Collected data
※ ※ ※

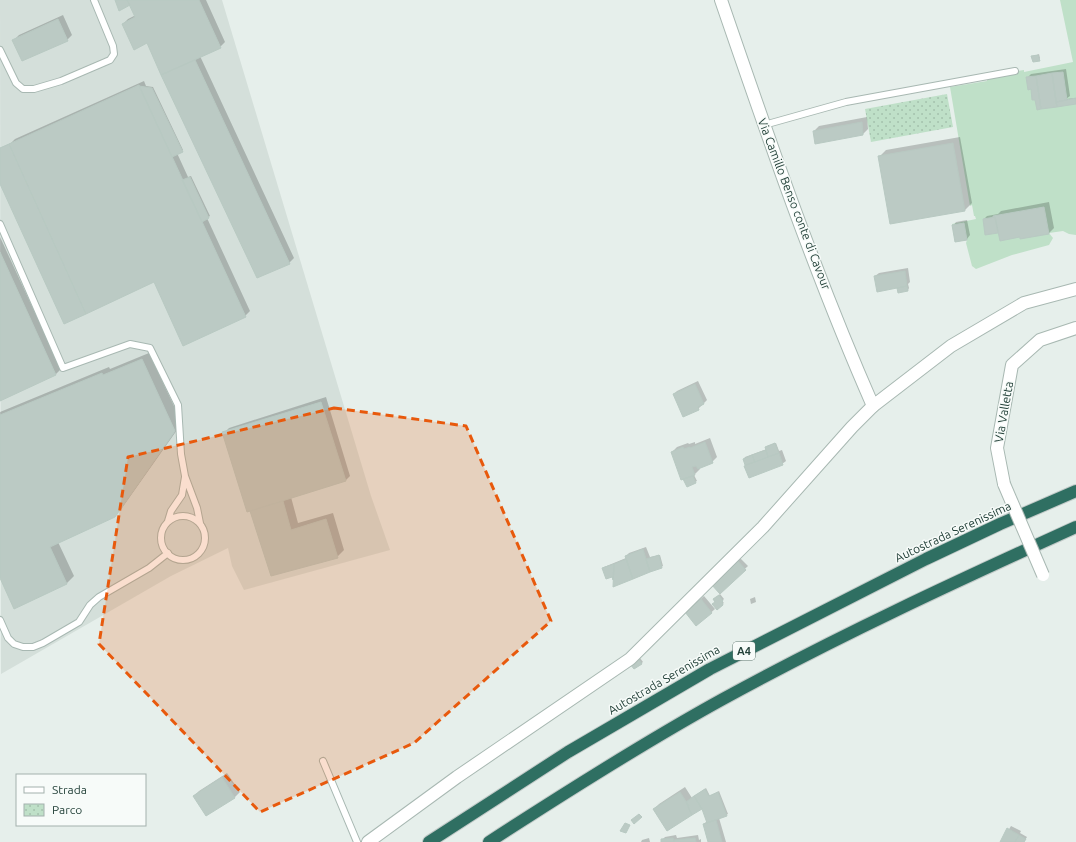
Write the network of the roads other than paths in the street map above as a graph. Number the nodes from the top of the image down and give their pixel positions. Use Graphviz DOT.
graph roads {
  1 [pos="94,0"];
  2 [pos="722,0"];
  3 [pos="0,50"];
  4 [pos="1015,71"];
  5 [pos="764,125"];
  6 [pos="0,224"];
  7 [pos="1076,289"];
  8 [pos="1076,328"];
  9 [pos="873,406"];
  10 [pos="185,476"];
  11 [pos="1076,491"];
  12 [pos="168,521"];
  13 [pos="200,523"];
  14 [pos="1076,527"];
  15 [pos="168,553"];
  16 [pos="1043,575"];
  17 [pos="0,620"];
  18 [pos="323,761"];
  19 [pos="357,842"];
  20 [pos="368,842"];
  21 [pos="429,842"];
  22 [pos="489,842"];
  1 -- 3 [label="lane"];
  2 -- 5 [label="street, Via Camillo Benso conte di Cavour"];
  4 -- 5 [label="lane"];
  5 -- 9 [label="street, Via Camillo Benso conte di Cavour"];
  6 -- 10 [label="lane"];
  7 -- 9 [label="street"];
  8 -- 16 [label="street, Via Valletta, bridge"];
  9 -- 20 [label="street"];
  10 -- 12 [label="lane"];
  10 -- 13 [label="lane"];
  11 -- 21 [label="highway, Autostrada Serenissima / A4"];
  12 -- 13 [label="lane"];
  12 -- 15 [label="lane"];
  13 -- 15 [label="lane"];
  14 -- 22 [label="highway"];
  15 -- 17 [label="lane"];
  18 -- 19 [label="lane"];
}
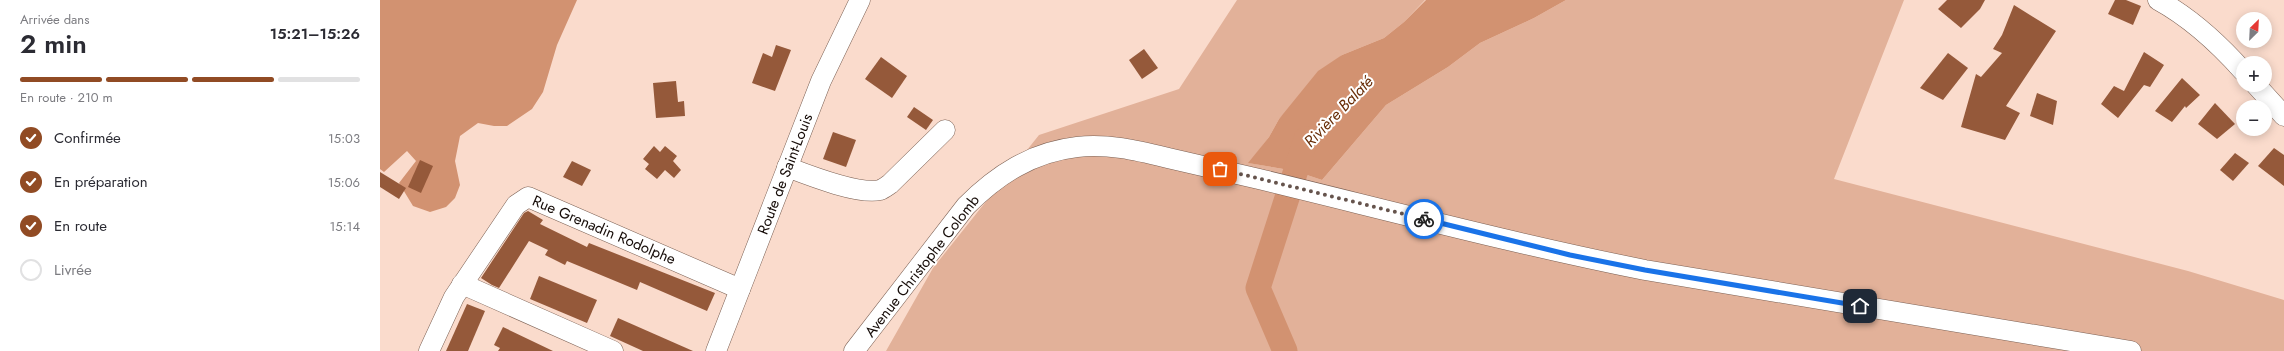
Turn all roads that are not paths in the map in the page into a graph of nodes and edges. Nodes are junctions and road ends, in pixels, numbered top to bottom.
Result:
1 (860, 0) edge
2 (2158, 0) edge
3 (2236, 63) edge
4 (2262, 92) edge
5 (2284, 116) edge
6 (945, 130) dead end
7 (788, 167) junction
8 (462, 284) junction
9 (740, 289) junction
10 (429, 351) edge
11 (613, 351) edge
12 (716, 351) edge
13 (854, 351) edge
14 (2131, 351) edge

1 - 7 street, Route de Saint-Louis
2 - 3 street
4 - 5 street
6 - 7 street
7 - 9 street, Route de Saint-Louis
8 - 9 street, Rue Grenadin Rodolphe
8 - 10 street, Rue Grenadin Rodolphe
8 - 11 street
9 - 12 street, Route de Saint-Louis
13 - 14 street, Avenue Christophe Colomb

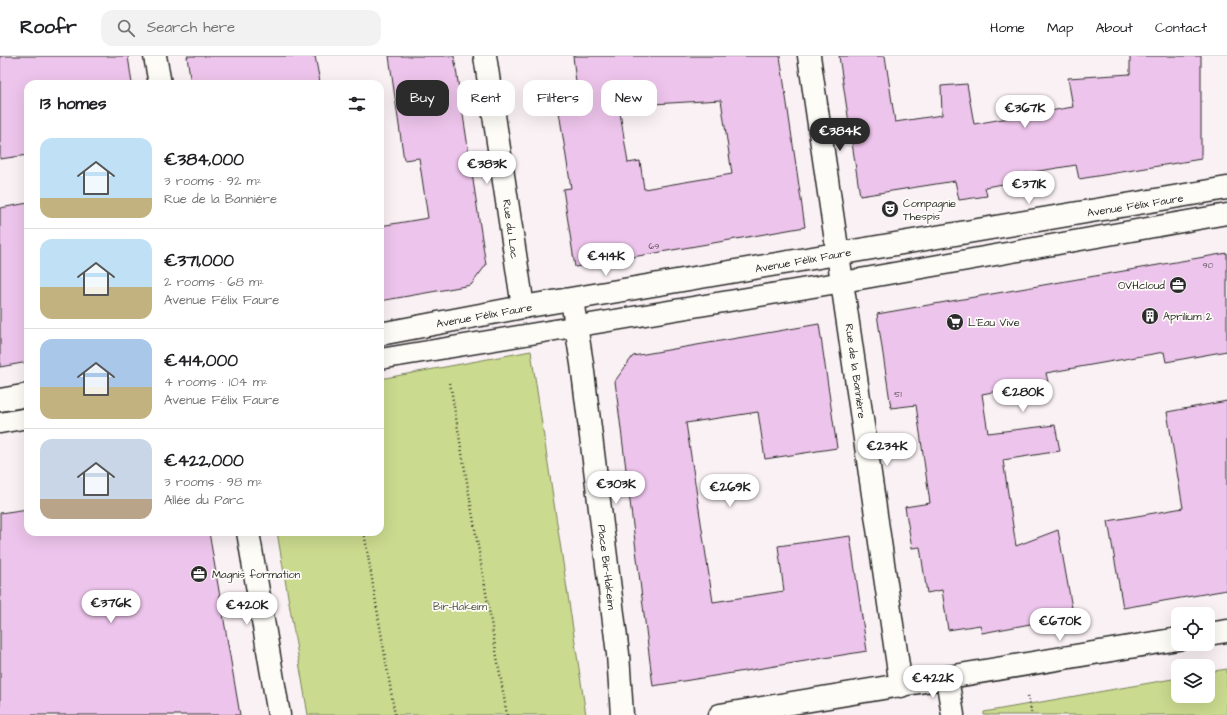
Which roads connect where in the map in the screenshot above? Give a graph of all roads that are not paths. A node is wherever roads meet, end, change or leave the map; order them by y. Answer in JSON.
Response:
{"nodes":[{"id":1,"x":155,"y":56,"type":"edge"},
{"id":2,"x":485,"y":56,"type":"edge"},
{"id":3,"x":809,"y":56,"type":"edge"},
{"id":4,"x":159,"y":80,"type":"edge"},
{"id":5,"x":1227,"y":188,"type":"edge"},
{"id":6,"x":1227,"y":214,"type":"edge"},
{"id":7,"x":838,"y":254,"type":"junction"},
{"id":8,"x":843,"y":282,"type":"junction"},
{"id":9,"x":572,"y":300,"type":"junction"},
{"id":10,"x":523,"y":307,"type":"junction"},
{"id":11,"x":576,"y":326,"type":"junction"},
{"id":12,"x":384,"y":333,"type":"edge"},
{"id":13,"x":384,"y":358,"type":"edge"},
{"id":14,"x":24,"y":396,"type":"edge"},
{"id":15,"x":0,"y":400,"type":"edge"},
{"id":16,"x":24,"y":419,"type":"edge"},
{"id":17,"x":0,"y":423,"type":"edge"},
{"id":18,"x":249,"y":536,"type":"edge"},
{"id":19,"x":1227,"y":631,"type":"edge"},
{"id":20,"x":1215,"y":633,"type":"edge"},
{"id":21,"x":1171,"y":640,"type":"edge"},
{"id":22,"x":947,"y":678,"type":"junction"},
{"id":23,"x":901,"y":686,"type":"junction"},
{"id":24,"x":279,"y":715,"type":"edge"},
{"id":25,"x":622,"y":715,"type":"edge"},
{"id":26,"x":720,"y":715,"type":"edge"},
{"id":27,"x":953,"y":715,"type":"edge"}],
"edges":[{"from":1,"to":4,"type":"street"},
{"from":2,"to":10,"type":"street","name":"Rue du Lac"},
{"from":3,"to":7,"type":"street","name":"Rue de la Bannière"},
{"from":5,"to":7,"type":"street","name":"Avenue Félix Faure"},
{"from":6,"to":8,"type":"lane"},
{"from":7,"to":8,"type":"street","name":"Rue de la Bannière"},
{"from":7,"to":9,"type":"street","name":"Avenue Félix Faure"},
{"from":8,"to":11,"type":"lane"},
{"from":8,"to":23,"type":"street","name":"Rue de la Bannière"},
{"from":9,"to":10,"type":"street","name":"Avenue Félix Faure"},
{"from":9,"to":11,"type":"street","name":"Place Bir-Hakeim"},
{"from":10,"to":12,"type":"street","name":"Avenue Félix Faure"},
{"from":11,"to":13,"type":"lane"},
{"from":11,"to":25,"type":"street","name":"Place Bir-Hakeim"},
{"from":14,"to":15,"type":"street"},
{"from":16,"to":17,"type":"lane"},
{"from":18,"to":24,"type":"street"},
{"from":19,"to":20,"type":"street"},
{"from":21,"to":22,"type":"street"},
{"from":22,"to":23,"type":"street"},
{"from":22,"to":27,"type":"street"},
{"from":23,"to":26,"type":"street"}]}
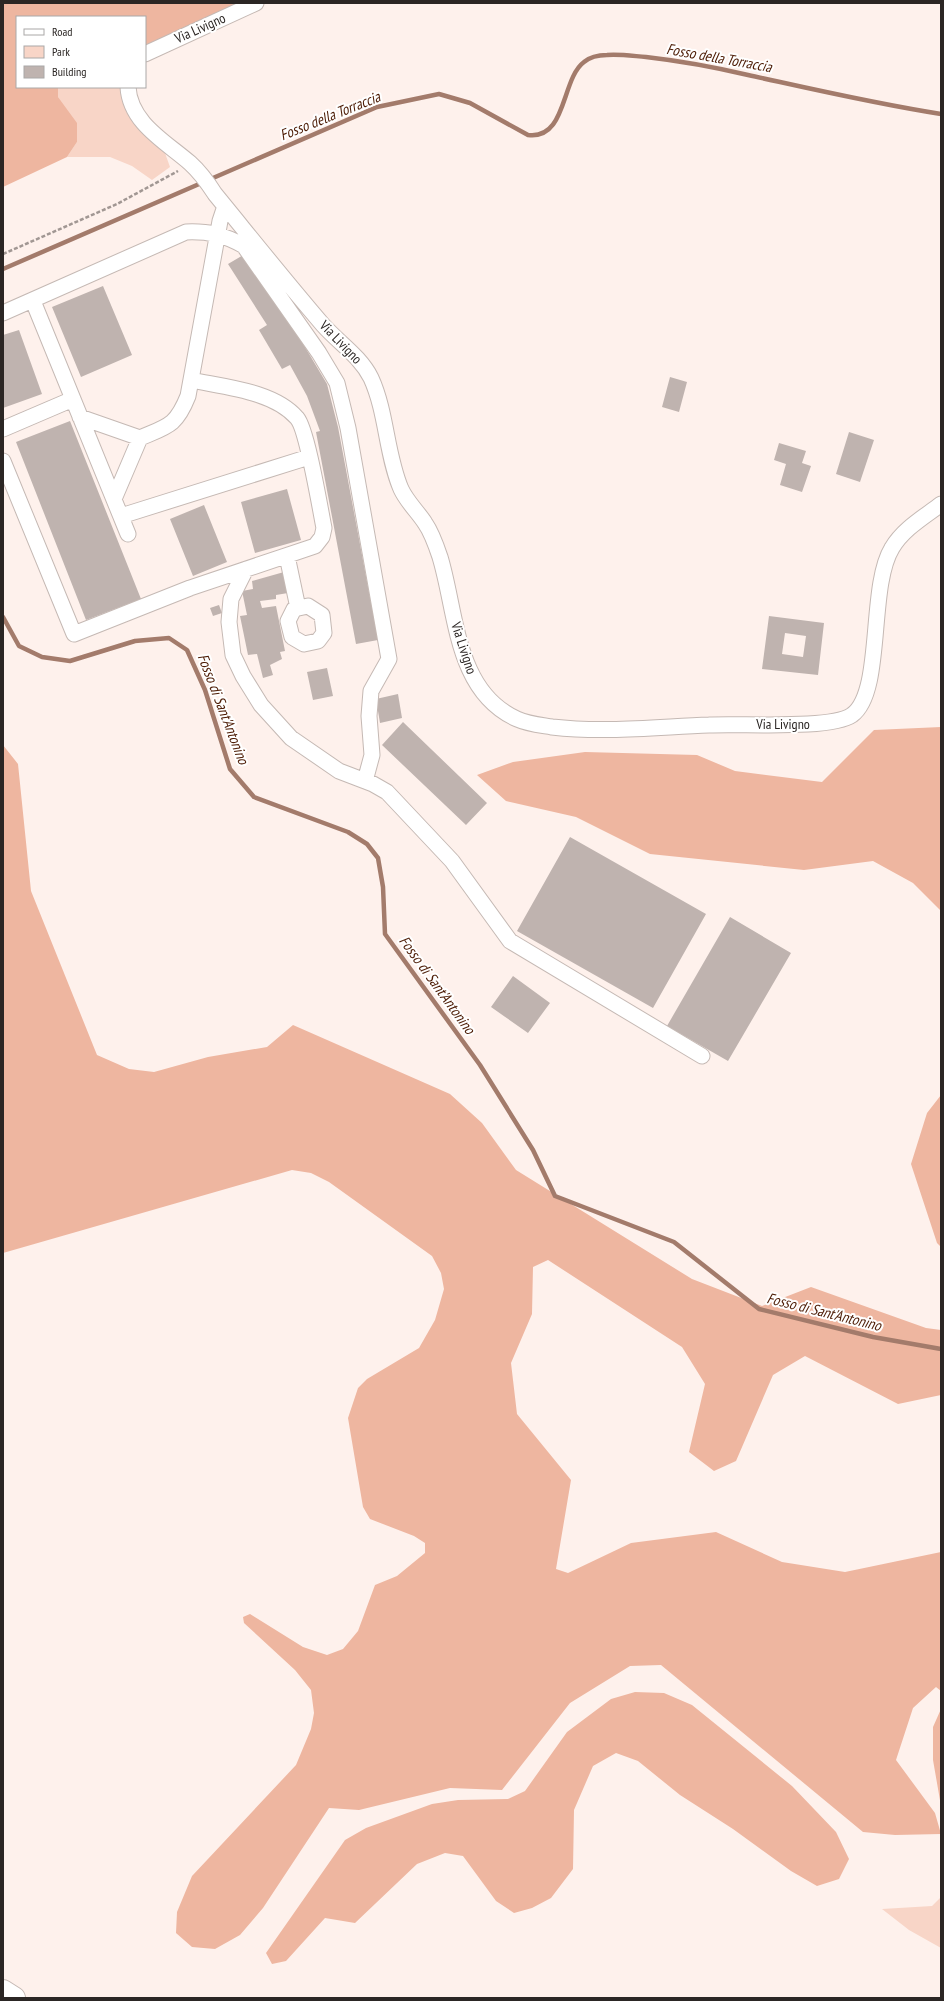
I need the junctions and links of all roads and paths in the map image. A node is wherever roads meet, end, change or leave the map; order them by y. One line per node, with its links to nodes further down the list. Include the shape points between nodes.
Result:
1 (256, 3): 2 (street, Via Livigno)
2 (146, 54)
3 (128, 88): 4 (street, Via Livigno, via 131,105 139,118 155,136)
4 (190, 163): 5 (street, Via Livigno); 7 (path, via 117,204)
5 (225, 206): 6 (street); 18 (street, Via Livigno, via 325,327 361,361 370,376 377,394 398,481 407,499 430,531 440,558 464,656 471,674 481,692 516,719 529,724 580,730 722,724 826,724 848,718 861,707 869,687 884,564 895,543 906,531)
6 (218, 234): 8 (street, via 186,232); 10 (street); 24 (street, via 244,246 320,353 337,383 348,428 389,659 371,691 369,716 372,755)
7 (3, 254)
8 (33, 301): 9 (street); 11 (street)
9 (3, 313)
10 (191, 380): 14 (street, via 188,396 179,416 169,425); 15 (street, via 256,394 288,410 298,418)
11 (73, 399): 12 (street); 13 (street)
12 (80, 417): 14 (street); 17 (street)
13 (3, 429)
14 (140, 438): 17 (street)
15 (309, 457): 19 (street); 21 (street, via 324,528 322,537 315,546)
16 (5, 470): 22 (street, via 74,634 190,588)
17 (114, 499): 19 (street)
18 (941, 504)
19 (121, 516): 20 (street)
20 (128, 534)
21 (287, 556): 22 (street); 23 (street)
22 (246, 569): 24 (street, via 231,599 229,622 233,656 243,676 261,705 291,738 339,771)
23 (298, 608)
24 (365, 781): 25 (street, via 387,792 452,861 510,942)
25 (702, 1056)
26 (3, 1991): 27 (highway)
27 (14, 1998)

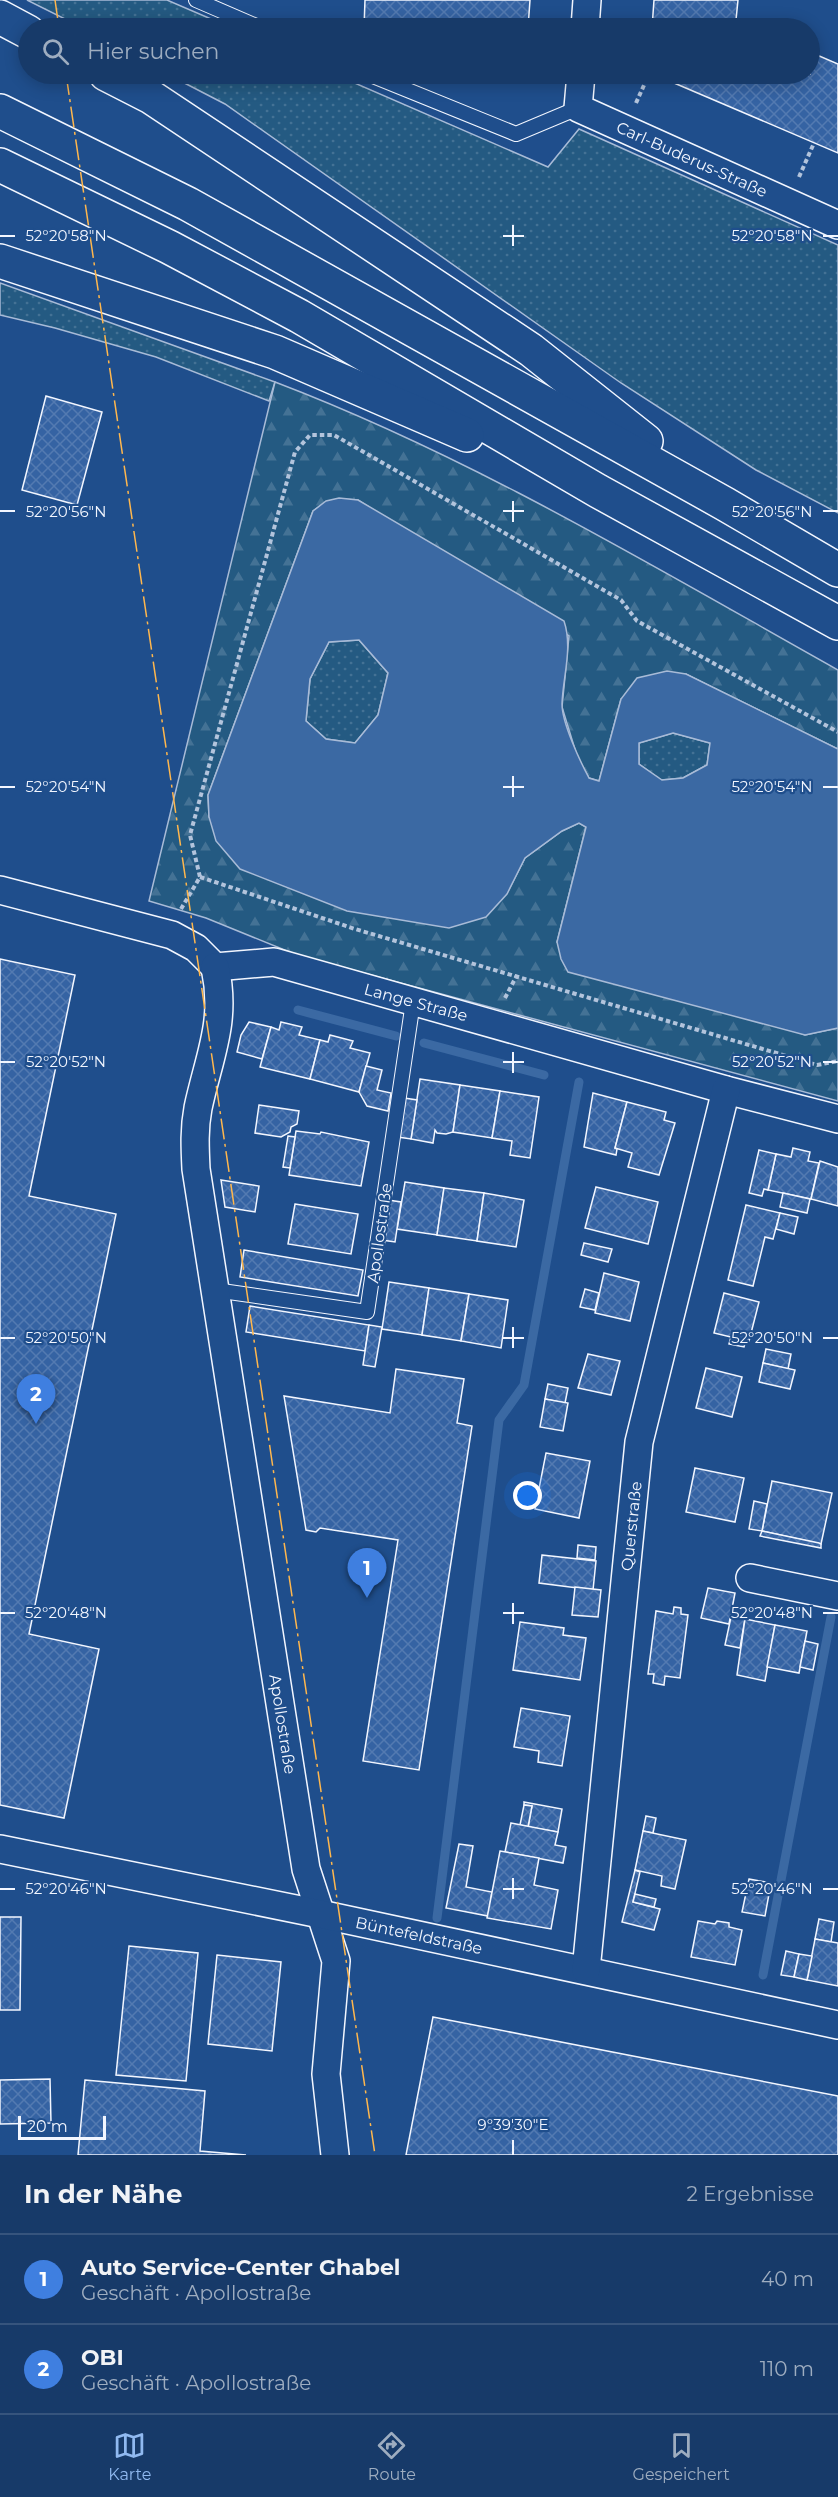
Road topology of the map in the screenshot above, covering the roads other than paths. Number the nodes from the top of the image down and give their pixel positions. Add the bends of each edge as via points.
1 (196, 0) edge
2 (587, 0) edge
3 (0, 17) edge
4 (238, 18) edge
5 (586, 18) edge
6 (18, 27) edge
7 (126, 84) edge
8 (393, 84) edge
9 (580, 84) edge
10 (578, 108) junction
11 (0, 111) edge
12 (0, 165) edge
13 (838, 225) edge
14 (0, 261) edge
15 (598, 491) junction
16 (726, 504) junction
17 (838, 570) edge
18 (838, 623) edge
19 (0, 890) edge
20 (215, 967) junction
21 (413, 1002) junction
22 (726, 1090) junction
23 (838, 1119) edge
24 (215, 1290) junction
25 (750, 1578) dead end
26 (838, 1596) edge
27 (0, 1849) edge
28 (320, 1914) junction
29 (585, 1970) junction
30 (838, 2025) edge
31 (335, 2155) edge

1 - 4 lane
2 - 5 street
3 - 6 highway
7 - 16 highway via 151,97 531,350
8 - 10 lane via 516,134
9 - 10 street
10 - 13 street, Carl-Buderus-Straße
11 - 16 highway via 188,204
12 - 15 highway via 298,316
14 - 15 highway via 275,352
15 - 18 highway
16 - 17 highway
19 - 20 street via 172,935 196,948
20 - 21 street, Lange Straße via 274,962
20 - 24 street, Apollostraße via 220,1022 195,1138 196,1169
21 - 22 street, Lange Straße
21 - 24 lane, Apollostraße via 367,1312
22 - 23 street, Lange Straße
22 - 29 street, Querstraße via 639,1442
24 - 28 street, Apollostraße via 306,1869
25 - 26 street
27 - 28 street, Büntefeldstraße
28 - 29 street, Büntefeldstraße
28 - 31 street, Apollostraße via 336,1961 326,2074
29 - 30 street, Büntefeldstraße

※ ※ ※

• **Task goal**: Which lines of the data above contain the string "that"? Copy each of them.

• **Answer for the task**:
Turn all roads that are not paths in the map in the page into a graph of nodes and edges. Nodes are junctions and road ends, in pixels, numbered top to bottom.
Which roads connect where in the map in the screenshot above? Give a graph of all roads that are not paths. A node is wherever roads meet, end, change or leave the map; order them by y. Answer in JSON.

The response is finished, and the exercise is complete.